Afirma que o barroquismo esteve presente em diversos momentos das artes humanas, e em diversos países. Para exemplificar, cita as esculturas indianas, a cidade de Praga, assim como as esculturas do “Puente Carlos” e as figuras religiosas daquele país. No campo da música, menciona “A flauta mágica”, de Mozart.
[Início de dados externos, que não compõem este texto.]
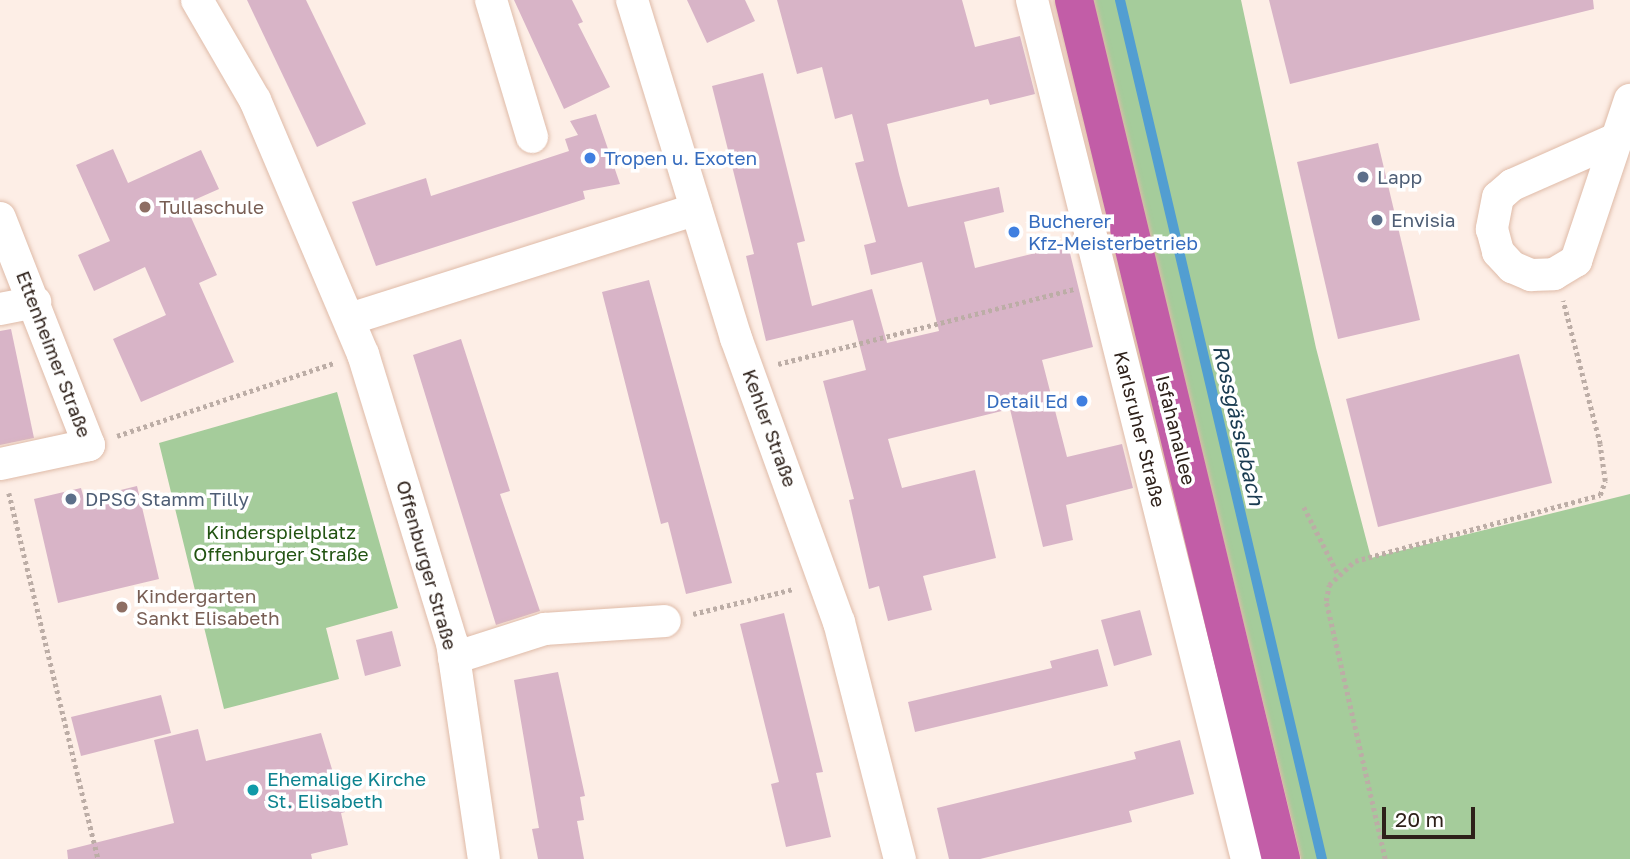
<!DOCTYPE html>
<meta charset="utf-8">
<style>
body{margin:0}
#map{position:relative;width:1630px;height:859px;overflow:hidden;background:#fdeee6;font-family:"Golos Text",sans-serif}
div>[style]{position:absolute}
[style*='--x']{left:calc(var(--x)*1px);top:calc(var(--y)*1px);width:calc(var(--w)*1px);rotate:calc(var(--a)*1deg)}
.green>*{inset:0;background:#a5cc9b}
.stream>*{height:10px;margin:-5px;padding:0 5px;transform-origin:5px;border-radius:5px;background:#529ed1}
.building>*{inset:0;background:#d8b4c7}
.path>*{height:4.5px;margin-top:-2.25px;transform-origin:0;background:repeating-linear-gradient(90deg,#bcada6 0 3.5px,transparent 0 7px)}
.roads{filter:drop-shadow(0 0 2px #dfbba8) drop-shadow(0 0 2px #dfbba8)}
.minor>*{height:32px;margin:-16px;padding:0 16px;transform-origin:16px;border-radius:16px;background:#fff}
.highway>*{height:38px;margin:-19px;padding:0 19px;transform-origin:19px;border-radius:19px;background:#c25da7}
.dots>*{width:19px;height:19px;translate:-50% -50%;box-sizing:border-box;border:4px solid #fff;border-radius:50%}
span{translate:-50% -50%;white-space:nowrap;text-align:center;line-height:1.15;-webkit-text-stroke:7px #fff;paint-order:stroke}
.shop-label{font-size:19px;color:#366cbe}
.left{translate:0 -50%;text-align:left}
.right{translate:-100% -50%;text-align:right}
.service-label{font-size:19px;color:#4e5e75}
.education-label{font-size:19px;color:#785e54}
.street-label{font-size:19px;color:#2e211a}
.park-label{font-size:19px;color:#215311}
.culture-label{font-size:19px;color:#0d838f}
.water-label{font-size:21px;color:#1a3b51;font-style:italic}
.scale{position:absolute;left:1382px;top:807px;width:93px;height:32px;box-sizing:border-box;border:4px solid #2e211a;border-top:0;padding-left:9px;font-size:21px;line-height:24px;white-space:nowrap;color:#2e211a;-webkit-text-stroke:5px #fff;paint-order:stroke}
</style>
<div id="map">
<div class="green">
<div style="clip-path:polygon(1092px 0,1241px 0,1316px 348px,1371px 558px,1630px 494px,1630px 859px,1301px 859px)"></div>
<div style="clip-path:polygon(337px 392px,398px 608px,326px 628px,339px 679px,224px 709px,159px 443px)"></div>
</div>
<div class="stream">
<div style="--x:1120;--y:0;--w:882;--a:76.77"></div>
</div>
<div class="building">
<div style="clip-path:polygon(247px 0,306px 0,366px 124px,317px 147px)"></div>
<div style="clip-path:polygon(514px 0,572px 0,583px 22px,578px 24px,610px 87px,564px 109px)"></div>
<div style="clip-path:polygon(687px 0,745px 0,755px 21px,707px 43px)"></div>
<div style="clip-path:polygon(777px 0,962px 0,975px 47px,1020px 36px,1035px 94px,990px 105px,988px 99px,887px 124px,899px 174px,908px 207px,999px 187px,1004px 212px,964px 222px,975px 268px,1068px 245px,1093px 347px,1042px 360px,1067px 457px,1122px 444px,1133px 488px,1066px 505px,1073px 540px,1043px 547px,1010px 409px,888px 439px,902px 488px,975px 470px,996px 558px,923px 576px,932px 610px,888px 621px,879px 586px,869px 589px,849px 500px,854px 499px,823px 381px,866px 370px,853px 320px,766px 341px,746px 256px,754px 254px,712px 86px,763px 73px,805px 241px,797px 243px,812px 306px,872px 289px,887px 343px,939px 331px,922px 262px,871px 275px,864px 245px,876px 242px,855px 163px,864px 161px,852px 114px,835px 119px,822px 67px,797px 74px)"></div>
<div style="clip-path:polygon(1269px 0,1593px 0,1594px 9px,1290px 84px)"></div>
<div style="clip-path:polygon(596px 114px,620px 184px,583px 191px,585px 199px,376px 266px,352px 202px,426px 178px,431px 196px,569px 151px,565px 139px,578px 135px,570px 121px)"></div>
<div style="clip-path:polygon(1378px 143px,1420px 320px,1338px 339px,1297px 162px)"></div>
<div style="clip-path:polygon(113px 149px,128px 183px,201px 150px,219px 189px,185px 204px,217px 275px,199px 283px,234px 362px,141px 402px,113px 339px,166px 315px,145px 267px,94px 291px,78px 255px,110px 241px,76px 165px)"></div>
<div style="clip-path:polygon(649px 280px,732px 583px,686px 594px,668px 522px,661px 524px,602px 292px)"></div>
<div style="clip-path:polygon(11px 329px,34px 438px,0 445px,0 331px)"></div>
<div style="clip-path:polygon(461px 339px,510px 491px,500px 494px,540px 611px,496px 625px,413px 355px)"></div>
<div style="clip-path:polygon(1519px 354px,1552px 483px,1378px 527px,1346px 399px)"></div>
<div style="clip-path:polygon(137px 486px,159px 579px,58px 603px,34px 499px,81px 488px,84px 499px)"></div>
<div style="clip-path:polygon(1140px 610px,1152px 655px,1114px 666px,1101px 620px)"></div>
<div style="clip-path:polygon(784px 613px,823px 772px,816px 773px,831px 837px,786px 847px,771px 784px,779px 782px,740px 624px)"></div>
<div style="clip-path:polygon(392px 631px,401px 666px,365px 676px,356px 640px)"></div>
<div style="clip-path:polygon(1098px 649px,1108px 686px,915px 732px,908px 702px,1052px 668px,1050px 661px)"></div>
<div style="clip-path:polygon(558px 672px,585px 796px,580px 797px,584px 820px,577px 821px,584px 859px,538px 859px,532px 829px,539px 828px,514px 680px)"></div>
<div style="clip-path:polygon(161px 695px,171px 733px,81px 756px,71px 717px)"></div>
<div style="clip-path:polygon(198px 729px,206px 761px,321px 733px,345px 812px,341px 813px,348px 845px,311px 854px,312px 859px,68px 859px,67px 850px,174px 823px,154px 740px)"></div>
<div style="clip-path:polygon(1180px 740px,1194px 794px,1129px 811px,1132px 822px,980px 859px,949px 859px,937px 808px,1136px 759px,1134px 752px)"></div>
</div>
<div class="path">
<div style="--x:778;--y:364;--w:306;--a:-14.2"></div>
<div style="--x:117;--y:436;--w:229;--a:-18.6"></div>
<div style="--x:9;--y:493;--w:377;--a:76.3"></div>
<div style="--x:1304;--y:507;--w:75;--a:63.1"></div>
<div style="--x:693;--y:614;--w:103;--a:-14"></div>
<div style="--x:1385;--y:859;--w:265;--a:-102.9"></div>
<div style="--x:1326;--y:601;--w:16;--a:-79"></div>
<div style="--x:1329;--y:585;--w:35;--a:-43"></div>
<div style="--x:1355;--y:561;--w:254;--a:-15.1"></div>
<div style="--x:1600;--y:495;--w:15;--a:-70"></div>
<div style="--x:1605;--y:481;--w:37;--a:-98"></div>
<div style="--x:1600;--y:444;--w:148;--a:-104.5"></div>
</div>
<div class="roads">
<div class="minor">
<div style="--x:197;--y:0;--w:116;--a:59.9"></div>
<div style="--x:255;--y:100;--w:276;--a:67"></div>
<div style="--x:363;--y:354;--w:302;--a:72.9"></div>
<div style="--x:452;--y:643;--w:218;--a:81.6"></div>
<div style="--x:491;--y:0;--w:143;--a:73.3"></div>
<div style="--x:632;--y:0;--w:354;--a:72.9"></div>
<div style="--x:736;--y:338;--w:302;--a:70.1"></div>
<div style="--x:839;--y:622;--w:245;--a:75.6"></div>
<div style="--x:1032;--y:0;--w:885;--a:75.95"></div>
<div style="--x:1614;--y:140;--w:111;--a:156.2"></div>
<div style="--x:1512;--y:185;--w:18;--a:139"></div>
<div style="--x:1498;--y:197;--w:33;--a:101"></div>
<div style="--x:1492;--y:229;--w:24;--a:75"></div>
<div style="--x:1498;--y:252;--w:21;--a:47"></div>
<div style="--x:1512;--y:267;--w:21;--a:23"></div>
<div style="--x:1531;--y:275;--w:23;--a:-2"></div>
<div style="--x:1554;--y:274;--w:26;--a:-31"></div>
<div style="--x:1576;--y:261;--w:170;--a:-71.5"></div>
<div style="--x:0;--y:218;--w:244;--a:68.6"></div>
<div style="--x:89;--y:445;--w:91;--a:167.9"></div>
<div style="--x:0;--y:309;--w:36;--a:-11"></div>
<div style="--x:350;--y:319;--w:363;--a:-17.6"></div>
<div style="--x:454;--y:658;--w:96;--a:-17.7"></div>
<div style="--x:545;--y:629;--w:120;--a:-3.8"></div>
</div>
<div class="highway">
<div style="--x:1074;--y:0;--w:884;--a:76.45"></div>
</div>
</div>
<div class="dots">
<div style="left:590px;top:158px;background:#3f7fe0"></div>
<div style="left:1363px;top:177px;background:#5c6f8a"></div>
<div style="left:145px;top:207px;background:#8d6e63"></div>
<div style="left:1377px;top:220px;background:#5c6f8a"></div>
<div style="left:1014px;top:232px;background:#3f7fe0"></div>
<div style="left:1082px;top:401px;background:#3f7fe0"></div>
<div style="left:71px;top:499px;background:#5c6f8a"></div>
<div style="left:122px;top:607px;background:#8d6e63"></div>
<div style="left:253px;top:790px;background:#0f9aa8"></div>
</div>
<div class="shop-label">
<span class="left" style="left:604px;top:158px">Tropen u. Exoten</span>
<span class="left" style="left:1028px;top:232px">Bucherer<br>Kfz-Meisterbetrieb</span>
<span class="right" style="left:1068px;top:401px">Detail Ed</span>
</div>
<div class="service-label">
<span class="left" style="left:1377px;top:177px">Lapp</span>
<span class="left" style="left:1391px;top:220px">Envisia</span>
<span class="left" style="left:85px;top:499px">DPSG Stamm Tilly</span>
</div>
<div class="education-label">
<span class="left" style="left:159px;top:207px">Tullaschule</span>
<span class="left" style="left:136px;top:607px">Kindergarten<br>Sankt Elisabeth</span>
</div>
<div class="street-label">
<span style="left:54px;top:354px;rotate:69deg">Ettenheimer Straße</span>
<span style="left:770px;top:428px;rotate:70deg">Kehler Straße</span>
<span style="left:1140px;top:429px;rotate:76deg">Karlsruher Straße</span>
<span style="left:1176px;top:430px;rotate:76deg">Isfahanallee</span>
<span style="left:427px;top:565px;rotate:74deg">Offenburger Straße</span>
</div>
<div class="park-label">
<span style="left:281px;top:543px">Kinderspielplatz<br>Offenburger Straße</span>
</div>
<div class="culture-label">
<span class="left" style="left:267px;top:790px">Ehemalige Kirche<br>St. Elisabeth</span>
</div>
<div class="water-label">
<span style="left:1239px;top:425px;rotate:77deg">Rossgässlebach</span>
</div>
<div class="scale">20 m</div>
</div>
O estilo gótico é utilizado para se definir a diferença entre constante humana e “los estilos históricos”, pois, segundo Carpentier, seria inadequado se construir uma catedral gótica nos dias de hoje, enquanto é perfeitamente possível existir uma escrita barroca em qualquer momento histórico:
toda la literatura irania, incluyendo ese monumento de la épica que es el Libro de los reyes, de Firdusi, es barroca, saltando los siglos, nos encontramos em España con esas cumbres del estilo barroco em literatura, que son Los Sueños de Quevedo, Los autos sacramentales de Calderón, la poesía de Góngora toda, la prosa toda de Gracian. Y la prueba de que hay ahí un espíritu barroco, es que el contemporáneo de algunos de los autores que acabo de citar, Cervantes, no nos resulta barroco.
Segundo Carpentier, os autores podem ser barrocos em apenas alguns de seus escritos, não necessariamente se tornando barroca toda a sua obra - o que pode ser destacado em Paulo Leminski, cuja poesia não tem sinais evidentes do Barroco, no sentido das imagens (depois de Catatau, apenas Metaformose se incluiria nesse campo; como escreve Décio Pignatari, na orelha da terceira edição de Catatau, Leminski primeiro “fez o grande, o difícil, o vertical - esta obra que lhe tomou oito anos de dedicação, fervor e sofrimento”). Carpentier prossegue, citando autores que ele considera barrocos em diversos países: Ariosto, com Orlando furioso, Shakespeare, com Júlio César e o quinto ato de Sonho de uma noite de verão, Rabelais e sua obra.
Ele também compara o Romantismo com o Barroco, descrevendo características que aproximam o primeiro estilo do segundo, como o Enrique de Ofterdinger, de Novalis, o segundo Fausto, de Goethe, e as Iluminações, de Rimbaud. Além da obra de um dos autores mais admirados por Carpentier: Os cantos de Maldoror, de Lautréamont.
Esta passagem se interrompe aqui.